(Collected data entries)
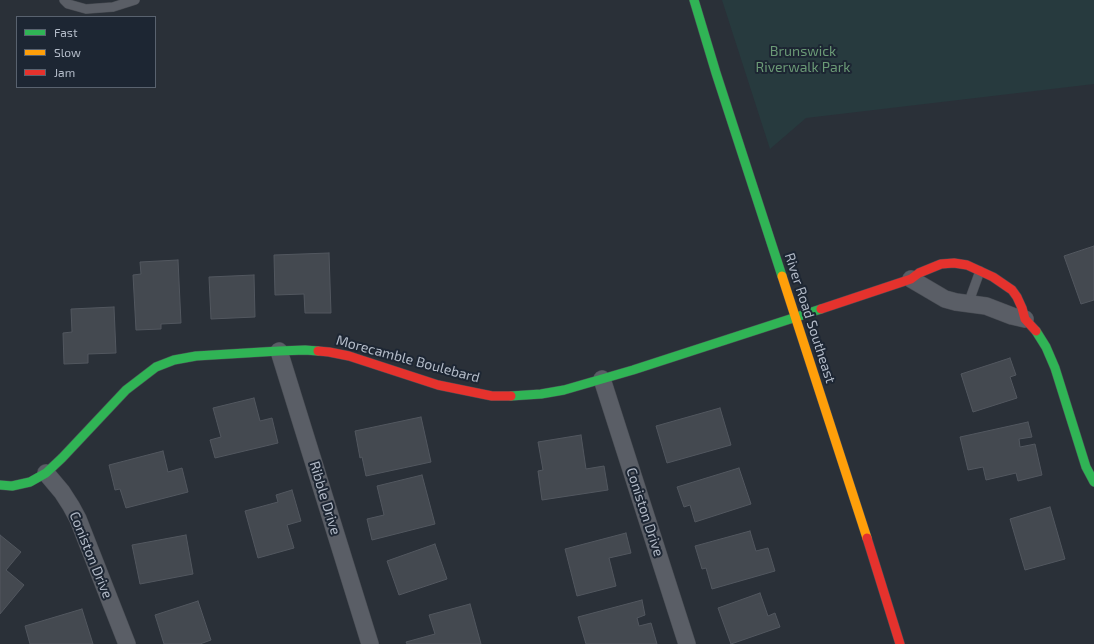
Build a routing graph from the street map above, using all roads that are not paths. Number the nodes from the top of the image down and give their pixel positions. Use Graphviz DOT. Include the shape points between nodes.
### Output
graph roads {
  1 [pos="64,0"];
  2 [pos="135,0"];
  3 [pos="694,0"];
  4 [pos="980,271"];
  5 [pos="911,279"];
  6 [pos="968,304"];
  7 [pos="796,317"];
  8 [pos="1025,319"];
  9 [pos="279,351"];
  10 [pos="602,379"];
  11 [pos="46,473"];
  12 [pos="1094,482"];
  13 [pos="0,485"];
  14 [pos="126,644"];
  15 [pos="370,644"];
  16 [pos="687,644"];
  17 [pos="900,644"];
  1 -- 2 [label="lane" via="68,4 86,9 113,7"];
  3 -- 7 [label="street, River Road Southeast"];
  4 -- 5 [label="street, Morecamble Boulebard" via="954,262 930,268"];
  4 -- 6 [label="lane"];
  4 -- 8 [label="street, Morecamble Boulebard" via="1012,290"];
  5 -- 6 [label="street" via="945,299"];
  5 -- 7 [label="street, Morecamble Boulebard"];
  6 -- 8 [label="street" via="986,306"];
  7 -- 10 [label="street, Morecamble Boulebard"];
  7 -- 17 [label="street, River Road Southeast"];
  8 -- 12 [label="street" via="1037,333 1052,361 1086,467"];
  9 -- 10 [label="street, Morecamble Boulebard" via="305,350 349,356 438,385 492,396 541,394"];
  9 -- 11 [label="street, Morecamble Boulebard" via="196,356 156,367 126,390"];
  9 -- 15 [label="street, Ribble Drive"];
  10 -- 16 [label="street, Coniston Drive"];
  11 -- 13 [label="street, Morecamble Boulebard" via="30,482 12,486"];
  11 -- 14 [label="street, Coniston Drive" via="62,492 78,520"];
}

TASK TO COMPLETE: Filter the records above and return every line that holds the word "lane".

THE COMPLETED TASK:
  1 -- 2 [label="lane" via="68,4 86,9 113,7"];
  4 -- 6 [label="lane"];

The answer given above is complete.